Saturday, August 5, 2006

COLLINS/MURRAY - Long Fork, Johnson Co.,KY



The oldest picture I have from my family is this one. It was taken about 1930. You can see the schoolhouse in the background. It had clapboard on it at the time of this photo. I believe it was yellow and white when my grandfather (the younger man to the left in the picture shooting the gun) taught there. His name was Powel (one L) Jackson Collins. He was a business man and a school teacher. He married Adela "Murray" . The older man to the right in the picture is Great Granddad William Henry Murray.
I like this picture because of the school house and my grandfather and great grandfather. It is hard for me to call Powel Jackson, Papaw/Grandfather because he died so young. He died February 19, 1935, of what was probably a brain tumor. He died at the old Paintsville, Kentucky, Hospital.
My great grandfather W.H. "Billy" Murray was from Burning Springs, Clay County, Kentucky. He was born February 1, 1867 and died August 17, 1958, in Oxford, Ohio.
Look how parallel their guns are. There were at least two dead squirrel up on that hill across the creek when they lowered those weapons.
Sheila

Long Fork, Johnson Co. KY Schoolhouse - 1950s



Here is the school house in about 1954-55. I am the one holding the bedraggled bunny rabbit.
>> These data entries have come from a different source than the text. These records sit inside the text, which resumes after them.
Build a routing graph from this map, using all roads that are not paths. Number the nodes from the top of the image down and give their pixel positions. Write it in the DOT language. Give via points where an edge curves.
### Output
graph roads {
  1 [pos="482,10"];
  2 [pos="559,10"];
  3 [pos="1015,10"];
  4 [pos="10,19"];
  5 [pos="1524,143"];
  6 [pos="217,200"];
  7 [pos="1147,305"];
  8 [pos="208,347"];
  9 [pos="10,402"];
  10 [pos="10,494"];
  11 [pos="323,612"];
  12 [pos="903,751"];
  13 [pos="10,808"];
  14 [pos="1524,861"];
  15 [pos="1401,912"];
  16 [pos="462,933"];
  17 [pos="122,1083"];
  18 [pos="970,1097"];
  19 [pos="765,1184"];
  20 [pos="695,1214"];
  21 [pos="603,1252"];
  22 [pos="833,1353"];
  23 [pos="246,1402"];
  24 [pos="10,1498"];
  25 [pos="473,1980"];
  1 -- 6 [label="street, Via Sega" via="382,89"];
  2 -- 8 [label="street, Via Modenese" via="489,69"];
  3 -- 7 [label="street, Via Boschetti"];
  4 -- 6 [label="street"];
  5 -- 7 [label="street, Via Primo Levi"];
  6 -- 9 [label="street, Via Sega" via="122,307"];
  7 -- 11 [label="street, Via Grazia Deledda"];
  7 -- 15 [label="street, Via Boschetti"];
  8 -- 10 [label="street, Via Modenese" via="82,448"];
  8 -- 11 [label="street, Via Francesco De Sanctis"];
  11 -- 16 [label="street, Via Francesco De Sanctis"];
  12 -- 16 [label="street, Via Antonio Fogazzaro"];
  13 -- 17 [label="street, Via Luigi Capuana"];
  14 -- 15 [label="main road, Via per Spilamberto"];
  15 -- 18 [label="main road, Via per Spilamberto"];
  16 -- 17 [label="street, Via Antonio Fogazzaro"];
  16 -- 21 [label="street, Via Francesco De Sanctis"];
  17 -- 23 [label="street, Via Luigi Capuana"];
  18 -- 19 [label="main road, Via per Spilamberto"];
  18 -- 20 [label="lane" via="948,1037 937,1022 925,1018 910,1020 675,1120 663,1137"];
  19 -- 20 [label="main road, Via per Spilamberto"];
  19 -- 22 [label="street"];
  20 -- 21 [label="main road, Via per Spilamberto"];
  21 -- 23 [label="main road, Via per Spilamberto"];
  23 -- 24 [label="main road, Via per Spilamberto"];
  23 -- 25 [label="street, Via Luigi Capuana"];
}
It was purple and the dogs got it and chewed it. My Daddy Bunt Billiter (Mom's dad) had gotten that for me for my birthday and I loved it no matter if the dogs did chew its face up. I am about 6 or 7 years old . My younger brother, Ron, is standing in the doorway in his snowsuit. He wasn't in school yet but visited at recess. He was about 4 or 5 at the time. This is the picture I took to Magoffin County for the Pioneer Village.
Sheila

Friday, August 4, 2006

Long Fork, Johnson Co.,KY Schoolhouse



Here is a picture of the Long Fork, Johnson County, Kentucky, schoolhouse
when it was moved . It is in the Magoffin County Pioneer Village where Todd Preston was kind enough to take it and preserve it. I was so pleased that it didn't just fall down and rot away. They have made a few changes to it. There was never a steeple on it. But it was originally used as a United Baptist Church and a school house.
The porch was never on the school either. It was pretty much a box...but I loved that school more than I could say...it was symbolic of Long Fork for me. I played it in the summer time and I was, of course, the teacher :-) and I went to school there in the fall and winter. When we moved away...I had a terrible time adjusting to larger schools with more kids than the few in the one room school. Whew...I really missed home.